> _Requirement_
Retype the lines below exactly, but only those from the line that has "thumb tip: (298, 111)" through the line that has "pinky pip: (137, 117)". Omit every picture.

> _Stored data_
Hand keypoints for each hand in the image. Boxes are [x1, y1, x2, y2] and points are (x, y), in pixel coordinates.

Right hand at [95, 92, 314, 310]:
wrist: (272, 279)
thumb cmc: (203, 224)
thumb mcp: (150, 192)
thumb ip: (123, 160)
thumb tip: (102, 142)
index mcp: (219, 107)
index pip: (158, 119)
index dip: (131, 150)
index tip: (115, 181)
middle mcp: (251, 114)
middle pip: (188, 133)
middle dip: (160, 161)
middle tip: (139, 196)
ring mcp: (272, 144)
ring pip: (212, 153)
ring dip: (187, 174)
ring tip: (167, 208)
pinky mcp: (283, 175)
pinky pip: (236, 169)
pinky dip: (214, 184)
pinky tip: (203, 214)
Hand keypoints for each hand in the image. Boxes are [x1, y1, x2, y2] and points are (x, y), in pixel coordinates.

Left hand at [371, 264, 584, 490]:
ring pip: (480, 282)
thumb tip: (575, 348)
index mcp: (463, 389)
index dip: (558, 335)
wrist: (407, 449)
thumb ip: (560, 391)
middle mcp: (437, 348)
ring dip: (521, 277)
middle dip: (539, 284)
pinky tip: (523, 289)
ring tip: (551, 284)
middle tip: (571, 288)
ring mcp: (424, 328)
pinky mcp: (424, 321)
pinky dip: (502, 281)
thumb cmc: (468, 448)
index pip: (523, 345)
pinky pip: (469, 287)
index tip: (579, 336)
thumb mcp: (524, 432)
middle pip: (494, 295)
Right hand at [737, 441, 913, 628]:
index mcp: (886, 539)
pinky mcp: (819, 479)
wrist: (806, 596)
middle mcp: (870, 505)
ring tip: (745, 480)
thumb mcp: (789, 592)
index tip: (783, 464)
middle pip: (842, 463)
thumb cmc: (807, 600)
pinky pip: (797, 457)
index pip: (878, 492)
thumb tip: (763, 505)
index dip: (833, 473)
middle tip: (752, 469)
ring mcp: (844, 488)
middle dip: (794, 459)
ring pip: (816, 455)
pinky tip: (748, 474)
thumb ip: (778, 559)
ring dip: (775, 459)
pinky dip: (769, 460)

==

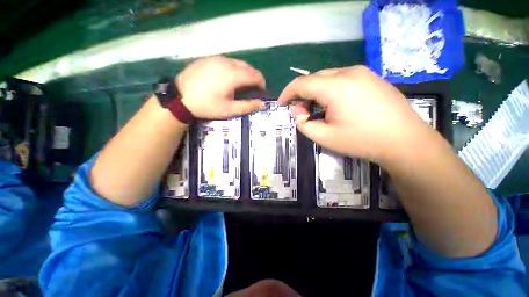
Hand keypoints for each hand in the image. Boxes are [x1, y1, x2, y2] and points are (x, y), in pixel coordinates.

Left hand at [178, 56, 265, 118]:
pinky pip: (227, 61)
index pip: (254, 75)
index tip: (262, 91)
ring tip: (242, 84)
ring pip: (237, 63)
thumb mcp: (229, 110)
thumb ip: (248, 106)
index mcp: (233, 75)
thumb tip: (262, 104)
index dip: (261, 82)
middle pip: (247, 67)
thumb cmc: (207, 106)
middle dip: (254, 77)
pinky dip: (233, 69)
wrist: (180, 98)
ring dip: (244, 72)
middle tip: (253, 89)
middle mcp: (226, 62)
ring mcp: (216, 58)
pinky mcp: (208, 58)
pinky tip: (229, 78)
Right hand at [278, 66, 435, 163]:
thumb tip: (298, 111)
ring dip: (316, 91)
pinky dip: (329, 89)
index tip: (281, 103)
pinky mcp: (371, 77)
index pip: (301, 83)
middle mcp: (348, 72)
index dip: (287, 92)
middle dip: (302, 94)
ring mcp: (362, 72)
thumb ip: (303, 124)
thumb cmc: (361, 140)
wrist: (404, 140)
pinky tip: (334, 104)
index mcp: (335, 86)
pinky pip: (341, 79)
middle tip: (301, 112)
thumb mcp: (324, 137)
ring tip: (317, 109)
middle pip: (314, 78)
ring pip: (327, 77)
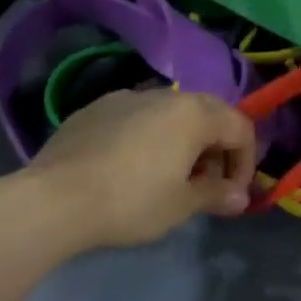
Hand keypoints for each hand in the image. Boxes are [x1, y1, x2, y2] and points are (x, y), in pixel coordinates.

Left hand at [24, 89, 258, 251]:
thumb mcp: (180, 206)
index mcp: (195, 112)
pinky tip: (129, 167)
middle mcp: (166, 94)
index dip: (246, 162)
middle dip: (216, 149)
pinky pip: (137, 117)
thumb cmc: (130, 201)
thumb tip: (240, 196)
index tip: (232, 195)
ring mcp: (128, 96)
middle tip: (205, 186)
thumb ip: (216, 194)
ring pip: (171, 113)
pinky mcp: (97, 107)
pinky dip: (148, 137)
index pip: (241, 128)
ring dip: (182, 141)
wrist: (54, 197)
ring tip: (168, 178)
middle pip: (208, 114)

> _Result of this task_
thumb tip: (298, 111)
ring dip: (316, 91)
pinky dip: (329, 89)
index tip: (281, 103)
pinky mcp: (371, 77)
index pip: (301, 83)
middle mcp: (348, 72)
index dip: (287, 92)
middle dip: (302, 94)
ring mcp: (362, 72)
thumb ip: (303, 124)
thumb cmc: (361, 140)
wrist: (404, 140)
pinky tip: (334, 104)
index mcp: (335, 86)
pinky pip: (341, 79)
middle tip: (301, 112)
thumb mcp: (324, 137)
ring tip: (317, 109)
middle pip: (314, 78)
ring pip: (327, 77)
Hand keypoints for each hand in the image. Boxes are [x1, y1, x2, y2] and points are (x, y), in pixel coordinates.

Left hand at [24, 89, 258, 251]:
thumb mcp: (180, 206)
index mcp: (195, 112)
pinky tip: (129, 167)
middle mcp: (166, 94)
index dip: (246, 162)
middle dip: (216, 149)
pinky pip: (137, 117)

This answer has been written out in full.